Passionnée par les voyages, mais aussi par la ville…
Certaines métropoles mondiales abritent aujourd’hui une population considérable et vivent une accélération de leur densification urbaine, de leur croissance, de leurs flux… Une ville est parfois plus puissante qu’un État ! Je trouve fabuleux de voir le Grand Paris se mettre en marche. Cela représente 10 millions de personnes ! Les villes deviennent des lieux de civilisation fondamentaux qui vivent de manière accélérée nos changements de société. En voyageant, on constate qu’il existe des différences profondes entre les villes asiatiques, arabes, américaines ou européennes. Alors qu’il y a vraiment un « pays » européen, une identité commune très forte. Je me sens extrêmement européenne !

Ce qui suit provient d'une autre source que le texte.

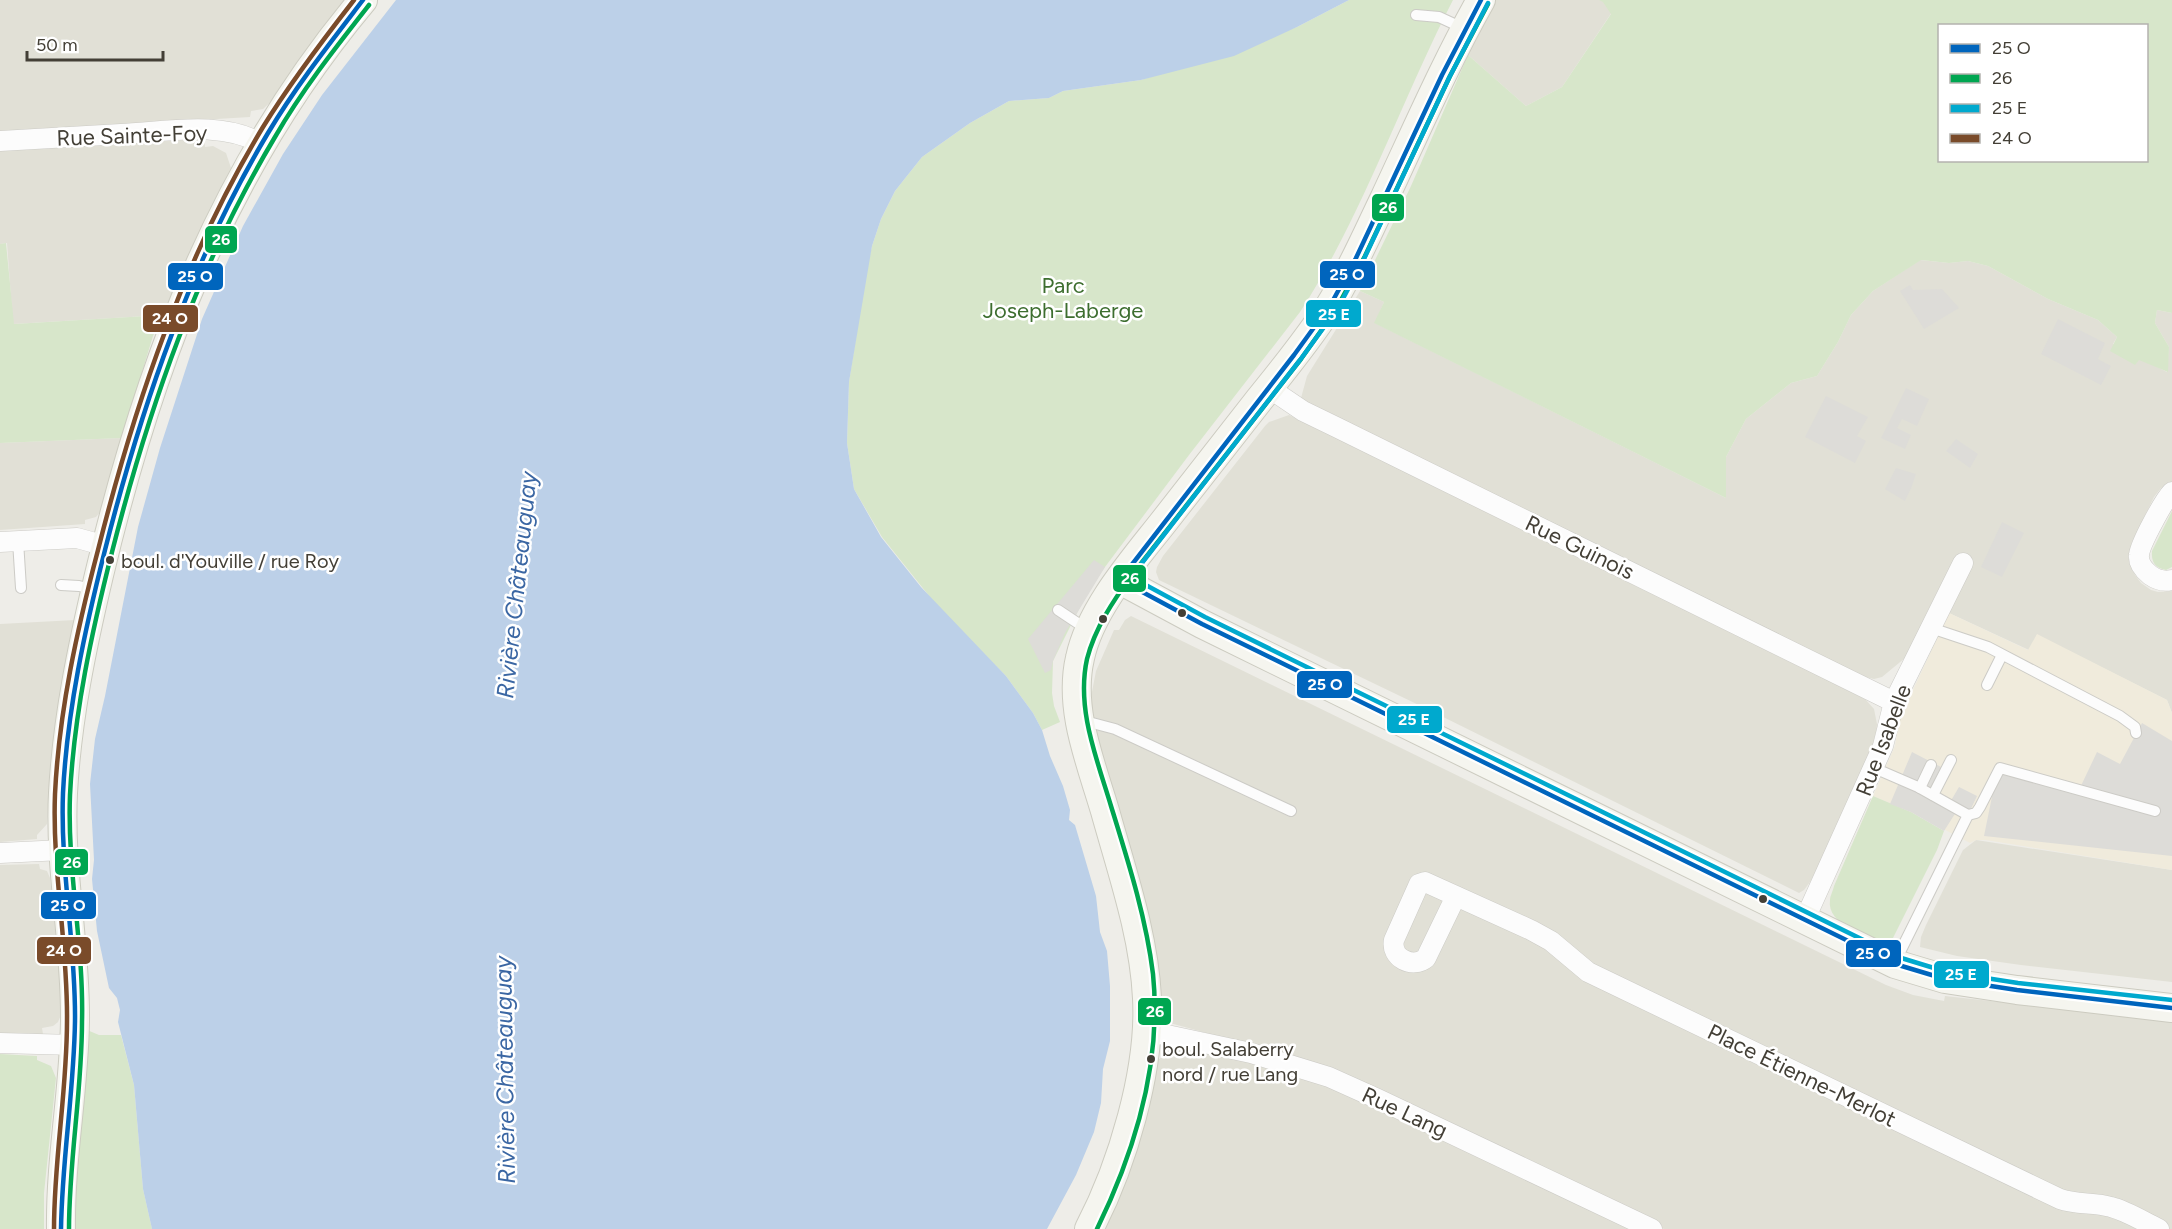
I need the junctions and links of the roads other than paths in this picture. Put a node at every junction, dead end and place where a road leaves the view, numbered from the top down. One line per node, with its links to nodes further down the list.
1 (363, 0): 6 (street)
2 (1481, 0): 4 (street)
3 (1416, 15): 4 (lane)
4 (1465, 29): 7 (street)
5 (0, 141): 6 (street, Rue Sainte-Foy)
6 (262, 144): 10 (street)
7 (1269, 388): 12 (street); 22 (street, Rue Guinois)
8 (2172, 492): 13 (street)
9 (9, 541): 10 (street); 15 (lane)
10 (106, 546): 16 (street)
11 (1963, 563): 18 (street, Rue Isabelle)
12 (1120, 580): 19 (street); 36 (street)
13 (2172, 580)
14 (61, 585): 16 (lane)
15 (21, 588)
16 (96, 590): 33 (street)
17 (1058, 610): 19 (lane)
18 (1931, 628): 20 (lane); 22 (street, Rue Isabelle)
19 (1089, 630): 23 (street)
20 (2002, 655): 21 (lane); 24 (lane)
21 (1987, 686)
22 (1894, 702): 27 (street, Rue Isabelle)
23 (1080, 720): 30 (lane); 39 (street)
24 (2136, 733)
25 (1951, 760): 29 (lane)
26 (1930, 765): 28 (lane)
27 (1874, 768): 28 (lane); 36 (street, Rue Isabelle)
28 (1920, 788): 29 (lane)
29 (1934, 795): 32 (lane)
30 (1291, 811)
31 (2155, 811): 32 (lane)
32 (1968, 815): 37 (lane)
33 (63, 850): 34 (street); 41 (street)
34 (0, 853)
35 (1456, 896): 45 (street, Place Étienne-Merlot)
36 (1805, 919): 37 (street)
37 (1895, 964): 38 (street)
38 (2172, 1008)
39 (1146, 1033): 43 (street); 44 (street, Rue Lang)
40 (0, 1043): 41 (street)
41 (75, 1045): 42 (street)
42 (61, 1229)
43 (1089, 1229)
44 (1652, 1229)
45 (2158, 1229)

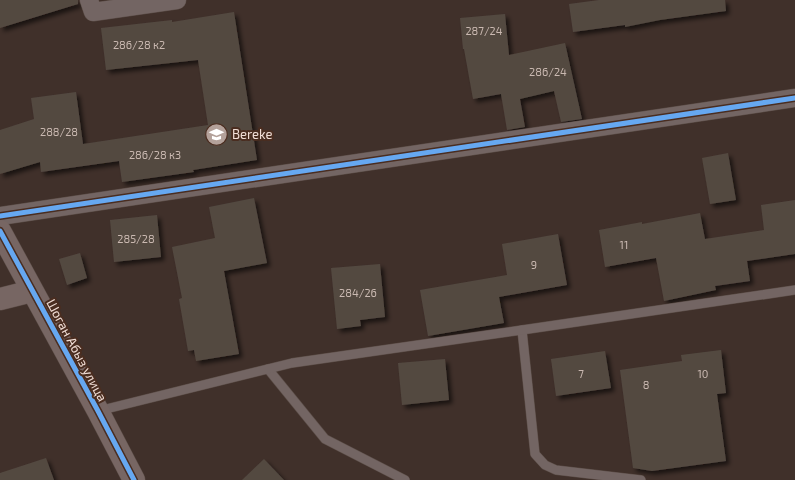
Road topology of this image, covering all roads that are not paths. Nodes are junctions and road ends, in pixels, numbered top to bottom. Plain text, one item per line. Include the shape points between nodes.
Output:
1 (89, 0) edge
2 (176, 0) edge
3 (795, 98) edge
4 (0, 216) edge
5 (0, 231) edge
6 (795, 290) edge
7 (32, 291) junction
8 (0, 299) edge
9 (522, 330) junction
10 (268, 370) junction
11 (98, 411) junction
12 (598, 475) junction
13 (134, 480) edge
14 (405, 480) edge
15 (581, 480) edge
16 (641, 480) edge

1 - 2 street via 93,12
3 - 4 street
5 - 7 street, Шоган Абыз улица
6 - 9 lane
7 - 8 street
7 - 11 street, Шоган Абыз улица
9 - 10 lane via 292,363
9 - 12 lane via 535,454 545,465 556,470
10 - 11 lane
10 - 14 lane via 325,439
11 - 13 street, Шоган Абыз улица
12 - 15 lane
12 - 16 lane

La conséquence, c’est une concurrence toujours accrue entre ces métropoles…
Elles doivent veiller à garder leur histoire, leur caractère, leurs racines mais aussi se projeter dans l’avenir : répondre aux nouveaux modes de vie, aux flux migratoires, aux besoins d’écologie, de compacité… Ces questions passionnantes concernent les architectes, les urbanistes mais aussi les personnalités politiques. Or elles sont absentes du débat public. Pourtant, quand vous faites un IDEAT spécial architecture, les gens l’achètent, le lisent, il y a une vraie envie d’architecture et une réelle volonté des habitants de prendre part à la politique de leur ville. Nous travaillons en ce moment sur un projet en plein cœur de Stockholm, en Suède. Je ne dis pas que c’est mieux ailleurs qu’en France, mais il est toujours intéressant de travailler à l’étranger.
Pour se confronter à d’autres systèmes ?
Oui, pour comparer les différentes façons de procéder. En Suède, avant de déposer un permis de construire, on négocie un projet. Depuis que nous avons gagné ce concours il y a un an et demi, on le partage avec les différents acteurs. Et c’est une fois qu’il est négocié et validé qu’on peut déposer le permis de construire. Ce n’est pas forcément plus rapide, mais c’est moins frustrant pour les habitants car ils savent que, lorsqu’un permis est déposé, c’est qu’ils l’ont approuvé. Il y a un côté serein dans le processus.
Vous venez de construire, à Paris, le cinéma Alésia. Quelle était la démarche ?
La volonté de Gaumont Pathé était de permettre au cinéma de revenir en ville et de donner aux habitants l’envie d’y aller. L’accent est mis sur les espaces d’accueil et de déambulation, nobles et généreux. Le bâtiment repose aussi sur l’idée de faire sortir le film de la salle, d’être progressivement baigné dans l’univers du cinéma avant d’y pénétrer.
Peut-on considérer la façade comme le point d’orgue du projet ?
Tout à fait. Une façade transparente revêtue d’un filtre de LED qui ne fait pas écran, à travers laquelle on devine le public la nuit tombée et qui, depuis l’intérieur, permet de percevoir la ville. Ce cinéma s’inscrit dans la tradition de la Ville lumière. Permettre à Gaumont Pathé d’afficher sa présence sur la place d’Alésia avec une très belle architecture est un message positif. Les cinémas historiques, comme le Grand Rex, avec leurs belles façades, sont devenus des bâtiments iconiques de la ville.